The French government, like many western powers including the United States, has supported authoritarian regimes in the past, Gadhafi in particular. Gadhafi and his entourage pitched their Bedouin tents on the grounds of the Elysee Palace in 2007.
When the uprisings began in Tunisia, France offered riot control assistance to President Zine el-Abadine Ben Ali. It wasn’t until the success of the movement in Tunisia and Egypt became assured that France decided it was on the wrong side of history in the Middle East. And also, perhaps, it was time for France to take a pro-humanitarian stance in the region.
“And France clearly wanted to compensate Libya for what she had failed to do in Tunisia and Egypt,” Moisi said. “But humanitarian reasons played a major role in our intervention in Benghazi and later on altogether in Libya. At the time Benghazi was about to fall to Libyan forces led by Colonel Gadhafi, we started on a humanitarian basis.”
Learning from America’s mistakes
As France, the United Kingdom and other European powers discuss a course of action with the United States, they will study what happened on Iraq and Afghanistan, said Moisi. “There are many scenarios, many alternatives. We are trying to learn from the negative lessons of Iraq.”
The first lesson learned in the last decade that has sunk in as a guidance for the future is this: to take on a nation on your own is costly and can prove unpopular.
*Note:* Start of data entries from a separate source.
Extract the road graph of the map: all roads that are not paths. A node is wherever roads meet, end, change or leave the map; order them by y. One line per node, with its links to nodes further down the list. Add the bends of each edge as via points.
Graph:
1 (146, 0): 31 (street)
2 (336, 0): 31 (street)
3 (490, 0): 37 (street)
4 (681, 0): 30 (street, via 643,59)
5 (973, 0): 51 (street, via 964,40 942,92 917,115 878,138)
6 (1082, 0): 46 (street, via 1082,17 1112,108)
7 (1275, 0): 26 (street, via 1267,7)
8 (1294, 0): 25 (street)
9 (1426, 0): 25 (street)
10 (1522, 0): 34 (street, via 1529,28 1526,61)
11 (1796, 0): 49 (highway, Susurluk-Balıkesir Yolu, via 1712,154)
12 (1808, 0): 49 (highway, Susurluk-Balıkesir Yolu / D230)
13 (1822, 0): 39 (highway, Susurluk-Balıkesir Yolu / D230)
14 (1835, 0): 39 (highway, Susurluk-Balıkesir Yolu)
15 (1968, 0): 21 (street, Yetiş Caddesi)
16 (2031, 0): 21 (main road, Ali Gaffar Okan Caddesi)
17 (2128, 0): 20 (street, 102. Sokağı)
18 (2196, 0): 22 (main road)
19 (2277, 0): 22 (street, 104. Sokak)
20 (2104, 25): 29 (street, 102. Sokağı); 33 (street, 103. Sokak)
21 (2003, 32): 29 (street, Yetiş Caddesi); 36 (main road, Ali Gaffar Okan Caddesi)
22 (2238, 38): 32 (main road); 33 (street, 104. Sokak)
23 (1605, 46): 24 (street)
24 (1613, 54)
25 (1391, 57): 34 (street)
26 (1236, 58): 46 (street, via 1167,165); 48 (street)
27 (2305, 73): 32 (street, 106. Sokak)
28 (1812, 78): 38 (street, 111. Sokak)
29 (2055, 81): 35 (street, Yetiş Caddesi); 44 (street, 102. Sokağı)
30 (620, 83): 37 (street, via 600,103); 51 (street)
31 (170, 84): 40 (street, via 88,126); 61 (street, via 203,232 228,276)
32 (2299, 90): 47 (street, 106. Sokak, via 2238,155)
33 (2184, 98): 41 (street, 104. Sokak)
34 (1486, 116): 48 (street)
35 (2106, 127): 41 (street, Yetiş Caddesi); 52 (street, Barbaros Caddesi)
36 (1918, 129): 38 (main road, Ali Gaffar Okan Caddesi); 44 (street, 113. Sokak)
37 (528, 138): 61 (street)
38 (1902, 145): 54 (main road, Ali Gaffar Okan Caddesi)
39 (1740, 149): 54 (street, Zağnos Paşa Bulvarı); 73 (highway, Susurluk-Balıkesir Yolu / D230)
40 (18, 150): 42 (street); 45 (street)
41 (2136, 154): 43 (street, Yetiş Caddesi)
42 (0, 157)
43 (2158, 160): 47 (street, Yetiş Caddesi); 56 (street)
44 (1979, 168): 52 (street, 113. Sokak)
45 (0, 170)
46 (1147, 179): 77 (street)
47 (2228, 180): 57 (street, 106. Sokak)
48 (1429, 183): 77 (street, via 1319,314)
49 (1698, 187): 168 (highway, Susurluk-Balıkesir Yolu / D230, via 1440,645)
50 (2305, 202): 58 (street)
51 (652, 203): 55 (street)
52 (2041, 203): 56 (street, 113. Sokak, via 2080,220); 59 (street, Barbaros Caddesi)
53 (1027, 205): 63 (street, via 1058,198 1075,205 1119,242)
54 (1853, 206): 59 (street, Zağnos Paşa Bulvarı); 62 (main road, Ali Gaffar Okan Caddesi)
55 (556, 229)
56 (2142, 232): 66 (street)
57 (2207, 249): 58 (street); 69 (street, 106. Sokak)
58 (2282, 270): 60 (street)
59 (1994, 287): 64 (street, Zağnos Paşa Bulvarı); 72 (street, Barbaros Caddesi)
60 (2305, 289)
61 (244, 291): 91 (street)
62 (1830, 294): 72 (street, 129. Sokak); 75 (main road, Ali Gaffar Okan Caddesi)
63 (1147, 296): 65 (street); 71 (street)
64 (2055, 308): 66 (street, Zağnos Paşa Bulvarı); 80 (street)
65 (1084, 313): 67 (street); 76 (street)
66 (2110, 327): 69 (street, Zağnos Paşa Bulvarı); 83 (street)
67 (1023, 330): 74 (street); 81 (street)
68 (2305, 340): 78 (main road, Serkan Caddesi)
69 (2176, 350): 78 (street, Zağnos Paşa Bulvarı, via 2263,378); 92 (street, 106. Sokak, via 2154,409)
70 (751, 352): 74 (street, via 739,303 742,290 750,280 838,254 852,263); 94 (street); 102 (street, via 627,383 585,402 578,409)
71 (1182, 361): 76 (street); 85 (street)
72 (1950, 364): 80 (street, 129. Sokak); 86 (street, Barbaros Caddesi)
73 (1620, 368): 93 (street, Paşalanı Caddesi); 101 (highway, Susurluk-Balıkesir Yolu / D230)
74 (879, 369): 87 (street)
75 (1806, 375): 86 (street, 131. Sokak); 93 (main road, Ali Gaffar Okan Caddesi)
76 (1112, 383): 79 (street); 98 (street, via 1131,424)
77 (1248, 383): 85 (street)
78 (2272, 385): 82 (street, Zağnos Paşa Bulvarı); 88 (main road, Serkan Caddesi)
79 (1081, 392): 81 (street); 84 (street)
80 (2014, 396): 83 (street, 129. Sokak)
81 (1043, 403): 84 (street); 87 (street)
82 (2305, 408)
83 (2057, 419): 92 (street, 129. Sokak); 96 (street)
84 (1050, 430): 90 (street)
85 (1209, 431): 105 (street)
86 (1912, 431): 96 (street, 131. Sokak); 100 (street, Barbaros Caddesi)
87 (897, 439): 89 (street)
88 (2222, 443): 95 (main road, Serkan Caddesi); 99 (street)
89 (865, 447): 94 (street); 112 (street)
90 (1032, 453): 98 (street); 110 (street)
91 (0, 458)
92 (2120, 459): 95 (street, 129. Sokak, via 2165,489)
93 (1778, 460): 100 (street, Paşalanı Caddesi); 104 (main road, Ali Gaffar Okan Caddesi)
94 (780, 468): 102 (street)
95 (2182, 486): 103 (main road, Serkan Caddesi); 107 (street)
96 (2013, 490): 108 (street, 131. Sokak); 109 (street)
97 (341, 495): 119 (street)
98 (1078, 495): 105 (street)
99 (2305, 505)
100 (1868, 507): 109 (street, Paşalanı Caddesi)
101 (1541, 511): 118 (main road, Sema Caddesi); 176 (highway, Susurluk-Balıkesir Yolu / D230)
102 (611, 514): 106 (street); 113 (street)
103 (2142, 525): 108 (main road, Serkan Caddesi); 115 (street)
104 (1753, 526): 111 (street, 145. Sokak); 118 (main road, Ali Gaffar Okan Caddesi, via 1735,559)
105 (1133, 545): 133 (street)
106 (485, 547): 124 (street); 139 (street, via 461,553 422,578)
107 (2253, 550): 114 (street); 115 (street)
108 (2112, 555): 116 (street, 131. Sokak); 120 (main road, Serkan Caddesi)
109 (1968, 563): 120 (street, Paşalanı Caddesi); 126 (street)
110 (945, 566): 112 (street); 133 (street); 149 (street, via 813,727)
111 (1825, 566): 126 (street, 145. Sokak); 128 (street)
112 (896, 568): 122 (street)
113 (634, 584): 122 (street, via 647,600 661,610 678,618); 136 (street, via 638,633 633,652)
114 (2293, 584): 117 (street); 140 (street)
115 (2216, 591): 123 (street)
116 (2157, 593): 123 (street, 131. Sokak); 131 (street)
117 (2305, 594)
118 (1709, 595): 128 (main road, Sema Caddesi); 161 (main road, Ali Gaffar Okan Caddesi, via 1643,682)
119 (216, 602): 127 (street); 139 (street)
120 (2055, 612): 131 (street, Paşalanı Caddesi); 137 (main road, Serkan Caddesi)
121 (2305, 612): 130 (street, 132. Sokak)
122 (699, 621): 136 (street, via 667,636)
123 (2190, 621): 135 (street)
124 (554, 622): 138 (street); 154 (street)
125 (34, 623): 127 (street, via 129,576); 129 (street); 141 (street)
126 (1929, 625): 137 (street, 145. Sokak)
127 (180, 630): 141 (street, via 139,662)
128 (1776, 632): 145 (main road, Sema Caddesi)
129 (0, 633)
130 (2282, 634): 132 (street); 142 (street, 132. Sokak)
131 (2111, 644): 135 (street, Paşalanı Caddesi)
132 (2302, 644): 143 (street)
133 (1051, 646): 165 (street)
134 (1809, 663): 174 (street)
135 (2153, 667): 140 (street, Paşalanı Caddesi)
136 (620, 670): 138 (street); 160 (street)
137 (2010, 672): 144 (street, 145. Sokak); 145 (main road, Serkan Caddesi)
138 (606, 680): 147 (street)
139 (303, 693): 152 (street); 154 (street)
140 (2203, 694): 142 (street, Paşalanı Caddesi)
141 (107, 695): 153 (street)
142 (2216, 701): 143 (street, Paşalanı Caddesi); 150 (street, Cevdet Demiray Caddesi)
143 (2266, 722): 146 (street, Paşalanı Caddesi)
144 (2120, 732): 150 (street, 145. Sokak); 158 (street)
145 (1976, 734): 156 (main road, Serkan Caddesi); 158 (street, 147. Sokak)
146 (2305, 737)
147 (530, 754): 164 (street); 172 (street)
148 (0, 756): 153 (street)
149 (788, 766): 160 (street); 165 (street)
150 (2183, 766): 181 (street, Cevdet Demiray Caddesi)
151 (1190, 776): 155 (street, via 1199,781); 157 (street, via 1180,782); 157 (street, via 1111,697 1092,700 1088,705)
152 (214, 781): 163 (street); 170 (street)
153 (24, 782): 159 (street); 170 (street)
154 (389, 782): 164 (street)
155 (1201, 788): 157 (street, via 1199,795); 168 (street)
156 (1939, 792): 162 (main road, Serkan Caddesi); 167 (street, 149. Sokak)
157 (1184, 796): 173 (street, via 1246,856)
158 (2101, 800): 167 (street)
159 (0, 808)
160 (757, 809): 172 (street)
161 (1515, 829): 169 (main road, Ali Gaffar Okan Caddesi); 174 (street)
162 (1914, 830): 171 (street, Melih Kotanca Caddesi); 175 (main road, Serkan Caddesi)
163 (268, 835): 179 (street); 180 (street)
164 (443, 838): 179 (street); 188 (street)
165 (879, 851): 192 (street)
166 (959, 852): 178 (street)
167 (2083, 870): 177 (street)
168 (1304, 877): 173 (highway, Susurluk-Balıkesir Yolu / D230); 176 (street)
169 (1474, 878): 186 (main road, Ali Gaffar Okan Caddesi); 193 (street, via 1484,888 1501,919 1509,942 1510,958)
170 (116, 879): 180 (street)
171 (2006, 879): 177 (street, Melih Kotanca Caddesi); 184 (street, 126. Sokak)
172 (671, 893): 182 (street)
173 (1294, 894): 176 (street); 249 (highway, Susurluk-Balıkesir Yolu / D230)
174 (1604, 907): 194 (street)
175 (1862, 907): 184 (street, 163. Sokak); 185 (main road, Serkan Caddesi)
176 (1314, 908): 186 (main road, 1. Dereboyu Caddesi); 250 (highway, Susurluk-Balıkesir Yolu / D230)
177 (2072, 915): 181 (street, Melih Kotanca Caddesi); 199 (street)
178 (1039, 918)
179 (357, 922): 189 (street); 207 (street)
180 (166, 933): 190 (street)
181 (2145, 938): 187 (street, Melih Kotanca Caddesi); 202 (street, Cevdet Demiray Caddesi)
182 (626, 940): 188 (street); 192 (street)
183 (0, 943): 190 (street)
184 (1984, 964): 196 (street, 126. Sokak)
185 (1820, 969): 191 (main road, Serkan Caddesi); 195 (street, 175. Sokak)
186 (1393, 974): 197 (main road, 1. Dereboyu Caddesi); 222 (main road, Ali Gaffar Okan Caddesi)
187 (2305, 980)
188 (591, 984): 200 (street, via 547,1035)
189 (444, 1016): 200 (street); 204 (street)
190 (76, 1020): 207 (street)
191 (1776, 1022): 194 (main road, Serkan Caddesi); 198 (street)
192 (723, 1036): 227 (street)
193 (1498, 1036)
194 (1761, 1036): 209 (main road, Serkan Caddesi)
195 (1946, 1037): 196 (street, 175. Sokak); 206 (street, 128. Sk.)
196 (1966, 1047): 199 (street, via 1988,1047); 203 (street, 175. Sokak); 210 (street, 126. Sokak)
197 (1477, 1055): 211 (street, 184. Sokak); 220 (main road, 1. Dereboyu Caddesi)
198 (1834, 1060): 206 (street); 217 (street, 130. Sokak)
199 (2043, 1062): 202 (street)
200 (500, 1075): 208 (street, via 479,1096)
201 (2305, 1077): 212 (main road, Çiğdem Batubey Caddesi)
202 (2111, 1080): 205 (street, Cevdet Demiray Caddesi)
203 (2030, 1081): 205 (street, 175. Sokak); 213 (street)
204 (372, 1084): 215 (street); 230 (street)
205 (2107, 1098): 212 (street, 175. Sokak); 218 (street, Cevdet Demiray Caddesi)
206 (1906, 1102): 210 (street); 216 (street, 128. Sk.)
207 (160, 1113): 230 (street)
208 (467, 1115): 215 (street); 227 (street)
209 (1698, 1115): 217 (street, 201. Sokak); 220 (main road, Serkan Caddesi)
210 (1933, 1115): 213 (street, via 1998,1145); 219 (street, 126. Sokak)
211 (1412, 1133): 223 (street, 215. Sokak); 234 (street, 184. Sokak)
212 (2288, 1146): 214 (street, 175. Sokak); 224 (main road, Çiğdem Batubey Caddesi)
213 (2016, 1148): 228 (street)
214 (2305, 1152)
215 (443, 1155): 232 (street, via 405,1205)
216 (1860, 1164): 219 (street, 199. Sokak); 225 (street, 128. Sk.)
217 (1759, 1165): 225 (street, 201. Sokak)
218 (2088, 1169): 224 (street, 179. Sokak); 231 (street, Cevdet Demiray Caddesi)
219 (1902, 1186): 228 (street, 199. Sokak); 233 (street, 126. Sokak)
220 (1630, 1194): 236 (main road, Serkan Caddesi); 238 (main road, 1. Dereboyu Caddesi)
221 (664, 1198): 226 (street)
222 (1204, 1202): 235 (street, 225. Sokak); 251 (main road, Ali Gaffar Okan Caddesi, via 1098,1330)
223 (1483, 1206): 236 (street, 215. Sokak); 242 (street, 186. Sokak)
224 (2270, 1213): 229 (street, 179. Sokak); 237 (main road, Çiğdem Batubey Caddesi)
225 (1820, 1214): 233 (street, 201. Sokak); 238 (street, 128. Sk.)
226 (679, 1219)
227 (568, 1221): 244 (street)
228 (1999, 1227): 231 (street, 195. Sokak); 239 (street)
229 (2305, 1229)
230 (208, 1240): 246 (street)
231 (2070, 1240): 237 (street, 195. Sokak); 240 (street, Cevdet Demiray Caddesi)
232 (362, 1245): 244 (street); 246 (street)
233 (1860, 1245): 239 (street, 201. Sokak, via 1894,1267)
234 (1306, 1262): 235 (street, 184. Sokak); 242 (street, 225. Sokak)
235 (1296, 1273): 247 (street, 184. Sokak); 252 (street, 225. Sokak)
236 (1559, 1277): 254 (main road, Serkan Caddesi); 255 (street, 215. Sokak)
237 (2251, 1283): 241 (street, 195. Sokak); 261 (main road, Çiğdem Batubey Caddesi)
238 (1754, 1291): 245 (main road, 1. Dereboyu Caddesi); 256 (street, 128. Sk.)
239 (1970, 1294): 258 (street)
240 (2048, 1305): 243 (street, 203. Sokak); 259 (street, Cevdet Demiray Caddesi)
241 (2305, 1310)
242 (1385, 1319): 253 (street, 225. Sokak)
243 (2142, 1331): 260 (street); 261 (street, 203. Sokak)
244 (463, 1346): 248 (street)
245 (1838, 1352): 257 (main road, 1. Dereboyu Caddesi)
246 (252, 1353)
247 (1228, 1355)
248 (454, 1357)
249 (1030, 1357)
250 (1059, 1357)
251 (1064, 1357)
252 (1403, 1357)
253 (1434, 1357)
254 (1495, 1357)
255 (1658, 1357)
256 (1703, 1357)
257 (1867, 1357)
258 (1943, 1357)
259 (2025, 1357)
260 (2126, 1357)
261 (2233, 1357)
Go go multilateral. “You can’t go alone without an international resolution, without some kind of Arab support and Arab involvement,” Moisi said. “And once victory is achieved, you don’t disband immediately all the security apparatus of the country you have liberated.”
France’s approach may vary from the United States where leveraging existing political and economic assets may prove more fruitful than a wholesale dismantling of the past regime.